What the research shows is that people who spread their bad energy to others are often the squeaky wheels or ‘de-energizers’ in your organization. In a study from the University of Michigan Ross School of Business researchers found that what ‘managers may not realize is that this type of behavior spreads a dark cloud over everyone else, and the whole organization suffers’.

If you are not sure if the problem is you or your colleague, ask yourself if when you interact with that person do you feel:
a. Deflated or depleted?
b. Rejuvenated and energized?

If you answered a. you are working with a jerk.

Jerks are going to cause more harm than you might have imagined. In a New York Times article titled, Finding ways to Thwart a Jerk at Work, Phyllis Korkki explored the work of Professor Spreitzer and her colleagues. They studied a group of I.T. professionals at an engineering firm and asked all the workers to rate the type of energy their colleagues projected, and then tabulated each person’s overall rating.
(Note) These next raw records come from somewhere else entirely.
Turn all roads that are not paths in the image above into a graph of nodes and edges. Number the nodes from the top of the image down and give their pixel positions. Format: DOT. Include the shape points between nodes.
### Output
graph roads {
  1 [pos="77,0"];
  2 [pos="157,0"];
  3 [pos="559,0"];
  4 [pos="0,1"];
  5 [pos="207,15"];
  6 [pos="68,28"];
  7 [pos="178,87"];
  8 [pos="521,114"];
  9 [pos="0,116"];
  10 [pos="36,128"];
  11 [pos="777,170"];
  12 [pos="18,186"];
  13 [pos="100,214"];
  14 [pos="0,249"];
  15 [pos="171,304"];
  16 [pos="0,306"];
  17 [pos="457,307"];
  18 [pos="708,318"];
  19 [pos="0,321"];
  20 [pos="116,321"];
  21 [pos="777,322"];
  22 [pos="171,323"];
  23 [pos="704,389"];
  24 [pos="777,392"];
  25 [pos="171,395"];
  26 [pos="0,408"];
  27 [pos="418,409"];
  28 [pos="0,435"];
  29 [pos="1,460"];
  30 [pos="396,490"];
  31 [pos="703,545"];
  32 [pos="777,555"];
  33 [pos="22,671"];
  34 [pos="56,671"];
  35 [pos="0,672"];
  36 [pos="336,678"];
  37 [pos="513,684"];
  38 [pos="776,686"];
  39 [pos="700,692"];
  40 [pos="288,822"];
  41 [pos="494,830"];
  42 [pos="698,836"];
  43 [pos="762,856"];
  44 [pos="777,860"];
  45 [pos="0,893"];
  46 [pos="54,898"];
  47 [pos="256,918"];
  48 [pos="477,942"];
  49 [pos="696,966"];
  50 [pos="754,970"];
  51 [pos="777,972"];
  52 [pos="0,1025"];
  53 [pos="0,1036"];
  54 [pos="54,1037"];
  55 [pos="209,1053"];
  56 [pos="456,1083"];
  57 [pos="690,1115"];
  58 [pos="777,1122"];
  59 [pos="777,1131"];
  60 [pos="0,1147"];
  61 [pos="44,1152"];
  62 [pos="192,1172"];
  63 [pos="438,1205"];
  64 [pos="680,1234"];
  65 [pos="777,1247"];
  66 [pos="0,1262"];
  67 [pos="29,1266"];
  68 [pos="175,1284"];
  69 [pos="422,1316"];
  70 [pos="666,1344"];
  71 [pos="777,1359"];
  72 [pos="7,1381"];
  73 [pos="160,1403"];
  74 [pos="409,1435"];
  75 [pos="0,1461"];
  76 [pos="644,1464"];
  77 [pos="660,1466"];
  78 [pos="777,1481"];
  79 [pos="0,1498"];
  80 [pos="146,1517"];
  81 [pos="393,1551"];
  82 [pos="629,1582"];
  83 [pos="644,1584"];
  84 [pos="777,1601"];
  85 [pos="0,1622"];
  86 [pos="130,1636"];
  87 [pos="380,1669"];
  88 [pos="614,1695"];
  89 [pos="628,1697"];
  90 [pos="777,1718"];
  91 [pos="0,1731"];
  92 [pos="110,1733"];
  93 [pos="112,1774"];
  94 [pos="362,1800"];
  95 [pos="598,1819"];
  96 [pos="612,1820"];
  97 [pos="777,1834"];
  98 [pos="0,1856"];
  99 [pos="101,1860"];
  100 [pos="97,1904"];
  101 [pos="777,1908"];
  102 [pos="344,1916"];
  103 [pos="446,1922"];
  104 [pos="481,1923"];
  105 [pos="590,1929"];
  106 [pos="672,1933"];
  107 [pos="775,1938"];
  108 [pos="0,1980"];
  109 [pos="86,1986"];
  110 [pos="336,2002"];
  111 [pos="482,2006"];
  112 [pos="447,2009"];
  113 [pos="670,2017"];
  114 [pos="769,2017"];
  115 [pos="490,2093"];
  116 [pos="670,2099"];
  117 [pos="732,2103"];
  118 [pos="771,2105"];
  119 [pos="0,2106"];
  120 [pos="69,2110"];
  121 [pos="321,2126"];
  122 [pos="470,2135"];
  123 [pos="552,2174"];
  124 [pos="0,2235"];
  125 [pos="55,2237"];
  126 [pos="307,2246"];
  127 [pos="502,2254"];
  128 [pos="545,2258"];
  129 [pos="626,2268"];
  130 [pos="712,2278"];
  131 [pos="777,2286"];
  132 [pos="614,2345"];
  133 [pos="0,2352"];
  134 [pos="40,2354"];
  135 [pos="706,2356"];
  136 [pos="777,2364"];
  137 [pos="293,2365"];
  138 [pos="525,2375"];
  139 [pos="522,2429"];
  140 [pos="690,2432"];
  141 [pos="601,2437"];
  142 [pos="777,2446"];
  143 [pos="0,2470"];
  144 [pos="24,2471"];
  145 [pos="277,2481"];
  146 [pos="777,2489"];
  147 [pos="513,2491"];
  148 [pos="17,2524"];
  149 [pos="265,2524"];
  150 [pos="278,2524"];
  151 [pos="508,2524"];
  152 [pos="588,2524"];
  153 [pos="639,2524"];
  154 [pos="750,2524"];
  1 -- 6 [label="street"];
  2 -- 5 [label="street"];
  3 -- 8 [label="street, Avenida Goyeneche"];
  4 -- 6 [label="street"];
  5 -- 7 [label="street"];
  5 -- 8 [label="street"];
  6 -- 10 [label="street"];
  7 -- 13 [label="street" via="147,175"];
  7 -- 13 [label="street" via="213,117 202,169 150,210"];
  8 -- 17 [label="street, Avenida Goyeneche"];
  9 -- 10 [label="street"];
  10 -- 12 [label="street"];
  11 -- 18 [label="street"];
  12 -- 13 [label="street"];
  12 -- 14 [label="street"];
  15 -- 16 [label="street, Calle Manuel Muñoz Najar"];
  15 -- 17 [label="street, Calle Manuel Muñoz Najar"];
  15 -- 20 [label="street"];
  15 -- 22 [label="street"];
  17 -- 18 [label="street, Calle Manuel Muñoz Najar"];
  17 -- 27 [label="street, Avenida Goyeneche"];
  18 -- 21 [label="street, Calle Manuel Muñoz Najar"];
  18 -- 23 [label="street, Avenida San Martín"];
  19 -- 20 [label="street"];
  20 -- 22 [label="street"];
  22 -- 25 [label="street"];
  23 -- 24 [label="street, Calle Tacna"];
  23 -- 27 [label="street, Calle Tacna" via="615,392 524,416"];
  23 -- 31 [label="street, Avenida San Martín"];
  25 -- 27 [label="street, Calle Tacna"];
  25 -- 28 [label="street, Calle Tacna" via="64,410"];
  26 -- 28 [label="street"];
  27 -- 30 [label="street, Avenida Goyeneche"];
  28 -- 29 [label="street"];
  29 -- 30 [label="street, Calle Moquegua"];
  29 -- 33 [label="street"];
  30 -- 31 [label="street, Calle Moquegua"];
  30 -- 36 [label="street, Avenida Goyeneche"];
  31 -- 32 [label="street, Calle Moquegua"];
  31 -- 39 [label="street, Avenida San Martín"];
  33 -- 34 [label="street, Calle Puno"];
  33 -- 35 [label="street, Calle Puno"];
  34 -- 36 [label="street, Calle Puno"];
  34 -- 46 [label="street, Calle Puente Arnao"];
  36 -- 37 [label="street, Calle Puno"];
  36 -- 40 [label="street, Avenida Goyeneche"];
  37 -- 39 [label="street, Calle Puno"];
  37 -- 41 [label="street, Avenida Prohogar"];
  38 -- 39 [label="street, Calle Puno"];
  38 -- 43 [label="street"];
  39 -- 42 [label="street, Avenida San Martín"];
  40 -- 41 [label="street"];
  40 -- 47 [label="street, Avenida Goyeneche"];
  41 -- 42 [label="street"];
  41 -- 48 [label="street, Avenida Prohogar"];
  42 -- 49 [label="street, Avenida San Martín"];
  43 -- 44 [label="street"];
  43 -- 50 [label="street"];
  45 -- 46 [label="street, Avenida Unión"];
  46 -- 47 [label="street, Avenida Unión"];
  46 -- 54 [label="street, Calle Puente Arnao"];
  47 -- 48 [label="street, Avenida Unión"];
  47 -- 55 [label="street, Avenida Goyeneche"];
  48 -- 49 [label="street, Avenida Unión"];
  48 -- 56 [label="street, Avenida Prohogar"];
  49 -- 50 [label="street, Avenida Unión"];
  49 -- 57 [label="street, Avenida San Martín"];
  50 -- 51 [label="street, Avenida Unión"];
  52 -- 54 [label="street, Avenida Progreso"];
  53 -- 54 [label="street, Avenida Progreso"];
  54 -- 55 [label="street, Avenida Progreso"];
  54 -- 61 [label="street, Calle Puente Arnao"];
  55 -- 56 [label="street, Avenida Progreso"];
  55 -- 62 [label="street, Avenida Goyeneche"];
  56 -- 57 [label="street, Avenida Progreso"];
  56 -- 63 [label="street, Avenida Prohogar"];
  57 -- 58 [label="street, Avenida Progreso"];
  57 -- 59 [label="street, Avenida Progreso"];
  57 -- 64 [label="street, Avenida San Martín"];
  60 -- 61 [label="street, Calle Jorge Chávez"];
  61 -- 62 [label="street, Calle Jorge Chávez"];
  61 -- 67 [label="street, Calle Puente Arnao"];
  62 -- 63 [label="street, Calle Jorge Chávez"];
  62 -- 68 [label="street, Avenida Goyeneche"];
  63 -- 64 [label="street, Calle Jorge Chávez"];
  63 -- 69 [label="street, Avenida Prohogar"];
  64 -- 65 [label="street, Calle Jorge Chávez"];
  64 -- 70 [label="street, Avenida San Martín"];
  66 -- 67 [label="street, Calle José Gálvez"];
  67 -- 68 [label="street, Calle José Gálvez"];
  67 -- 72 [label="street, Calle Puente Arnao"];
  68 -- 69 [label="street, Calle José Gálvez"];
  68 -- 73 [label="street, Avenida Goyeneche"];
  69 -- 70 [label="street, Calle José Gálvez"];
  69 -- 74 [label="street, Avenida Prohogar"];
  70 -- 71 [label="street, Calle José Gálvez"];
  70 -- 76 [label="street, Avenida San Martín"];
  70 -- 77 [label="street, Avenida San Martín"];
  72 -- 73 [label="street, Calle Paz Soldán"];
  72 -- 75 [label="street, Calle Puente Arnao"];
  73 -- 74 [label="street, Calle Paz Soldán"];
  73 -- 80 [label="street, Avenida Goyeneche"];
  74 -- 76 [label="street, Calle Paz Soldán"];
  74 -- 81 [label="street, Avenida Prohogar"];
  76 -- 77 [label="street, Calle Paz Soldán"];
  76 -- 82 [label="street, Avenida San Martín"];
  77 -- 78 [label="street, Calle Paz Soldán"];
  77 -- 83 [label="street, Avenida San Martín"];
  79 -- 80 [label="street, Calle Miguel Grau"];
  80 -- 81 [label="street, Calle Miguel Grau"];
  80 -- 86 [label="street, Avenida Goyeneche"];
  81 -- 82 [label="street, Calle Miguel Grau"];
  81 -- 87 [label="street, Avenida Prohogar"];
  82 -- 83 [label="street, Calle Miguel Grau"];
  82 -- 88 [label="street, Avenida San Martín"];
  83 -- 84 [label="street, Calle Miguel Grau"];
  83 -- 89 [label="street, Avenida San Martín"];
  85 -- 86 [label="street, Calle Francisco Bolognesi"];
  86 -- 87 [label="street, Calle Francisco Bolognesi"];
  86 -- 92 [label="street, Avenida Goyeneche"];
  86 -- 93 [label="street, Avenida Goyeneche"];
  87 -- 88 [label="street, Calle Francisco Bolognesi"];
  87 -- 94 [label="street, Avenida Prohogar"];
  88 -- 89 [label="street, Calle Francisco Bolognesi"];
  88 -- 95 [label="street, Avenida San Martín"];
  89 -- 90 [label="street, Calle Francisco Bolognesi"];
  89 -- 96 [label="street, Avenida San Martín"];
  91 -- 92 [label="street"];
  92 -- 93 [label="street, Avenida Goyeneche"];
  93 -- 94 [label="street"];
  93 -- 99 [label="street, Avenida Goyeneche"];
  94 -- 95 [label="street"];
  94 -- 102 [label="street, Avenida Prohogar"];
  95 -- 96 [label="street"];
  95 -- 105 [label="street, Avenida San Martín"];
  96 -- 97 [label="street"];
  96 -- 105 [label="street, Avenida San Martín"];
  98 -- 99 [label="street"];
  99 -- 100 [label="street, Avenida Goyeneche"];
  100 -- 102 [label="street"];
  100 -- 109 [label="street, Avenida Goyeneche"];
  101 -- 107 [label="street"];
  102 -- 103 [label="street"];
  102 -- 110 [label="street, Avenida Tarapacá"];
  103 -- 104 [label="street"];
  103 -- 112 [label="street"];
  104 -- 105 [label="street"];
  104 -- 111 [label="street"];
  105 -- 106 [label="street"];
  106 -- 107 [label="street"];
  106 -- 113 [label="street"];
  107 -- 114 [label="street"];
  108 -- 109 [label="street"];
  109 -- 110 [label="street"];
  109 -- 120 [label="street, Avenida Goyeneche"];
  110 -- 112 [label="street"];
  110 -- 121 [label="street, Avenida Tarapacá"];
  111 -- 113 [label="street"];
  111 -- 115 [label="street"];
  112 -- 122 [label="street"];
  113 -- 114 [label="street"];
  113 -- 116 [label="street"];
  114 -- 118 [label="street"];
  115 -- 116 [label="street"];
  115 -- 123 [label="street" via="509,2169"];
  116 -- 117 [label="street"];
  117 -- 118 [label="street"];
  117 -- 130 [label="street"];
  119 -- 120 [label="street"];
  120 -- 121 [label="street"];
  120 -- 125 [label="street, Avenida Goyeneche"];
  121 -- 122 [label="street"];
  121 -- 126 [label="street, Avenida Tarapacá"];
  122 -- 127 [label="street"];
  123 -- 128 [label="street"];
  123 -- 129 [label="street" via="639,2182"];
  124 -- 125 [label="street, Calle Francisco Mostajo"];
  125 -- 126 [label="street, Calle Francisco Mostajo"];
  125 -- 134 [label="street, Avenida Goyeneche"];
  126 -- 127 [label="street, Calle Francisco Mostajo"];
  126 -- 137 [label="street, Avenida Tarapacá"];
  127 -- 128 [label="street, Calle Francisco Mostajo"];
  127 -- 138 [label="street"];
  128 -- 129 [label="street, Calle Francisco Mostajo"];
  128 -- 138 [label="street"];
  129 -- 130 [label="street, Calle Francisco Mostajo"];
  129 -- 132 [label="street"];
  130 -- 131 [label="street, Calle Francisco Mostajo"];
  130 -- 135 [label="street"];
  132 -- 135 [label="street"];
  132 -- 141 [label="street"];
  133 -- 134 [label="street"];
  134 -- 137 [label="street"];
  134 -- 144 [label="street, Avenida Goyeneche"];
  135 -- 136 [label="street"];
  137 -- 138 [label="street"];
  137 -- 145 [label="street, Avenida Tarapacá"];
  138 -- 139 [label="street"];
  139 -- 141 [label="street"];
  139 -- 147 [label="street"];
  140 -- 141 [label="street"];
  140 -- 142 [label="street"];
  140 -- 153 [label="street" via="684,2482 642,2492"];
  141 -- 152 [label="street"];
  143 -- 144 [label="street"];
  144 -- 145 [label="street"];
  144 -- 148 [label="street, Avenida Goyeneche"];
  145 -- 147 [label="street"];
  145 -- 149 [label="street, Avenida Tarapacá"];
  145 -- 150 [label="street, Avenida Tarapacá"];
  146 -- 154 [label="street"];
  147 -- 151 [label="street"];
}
The study found that “the more people you interact with that you report as de-energizing, the lower your performance,” Professor Spreitzer said. Worse, she said, the presence of energizers does not necessarily cancel out that effect.

What is the trouble with jerks? 

  1. Jerks are bad for business and they carry a high hidden cost because while unpleasant people may indeed be getting results, they do so only at a detriment to the rest of the organization.
  2. Jerks tend to make people unhappy at work and thereby cause stress and increase absenteeism and reduce the motivation of those around them.
  3. Jerks create more jerks – because jerkism can be contagious.
  4. Jerks inhibit teamwork and team spirit.
  5. Jerks harm productivity for all of the above reasons.

What can you do?

  1. Establish a No Jerks Allowed rule. Make sure you do not hire them by making it explicit to everyone involved in hiring decisions that candidates who have strong skills but who show signs they will belittle and disrespect others, they cannot be hired.
  2. Make the effort to eliminate jerk-behavior despite how difficult and ambiguous it can be. Outright bullying or abusive behavior is easier to identify and take steps to prevent, but it is the less common behaviors like ignoring or belittling someone or excluding someone from a conversation or a meeting that are harder to detect. Often this lower-level bad behavior is not even intentional, Professor Spreitzer said, and when the intent is ambiguous, it is hard to know how to respond. It is challenging indeed but awareness is key.
  3. Have employees rate their managers. Do it through a questionnaire so that each manager ends up with a total score between 0 and 100. Then post all managers’ scores for the whole company to read. This creates enormous pressure on leaders to constantly improve. Bad managers who refuse to acknowledge the feedback of their employees and improve accordingly quickly find themselves without followers. And jerk managers never stand a chance – they are exposed almost immediately.

Maybe they’re not really jerks at all…

The important thing here is to remember that the vast majority of people are nice. Very, very few people are jerks. You can’t automatically assume that somebody is a jerk just because they annoy you at work. If somebody annoys you at work, it’s your responsibility to let that person know in a constructive way. Ironically, being a jerk towards a jerk still means you’re a jerk.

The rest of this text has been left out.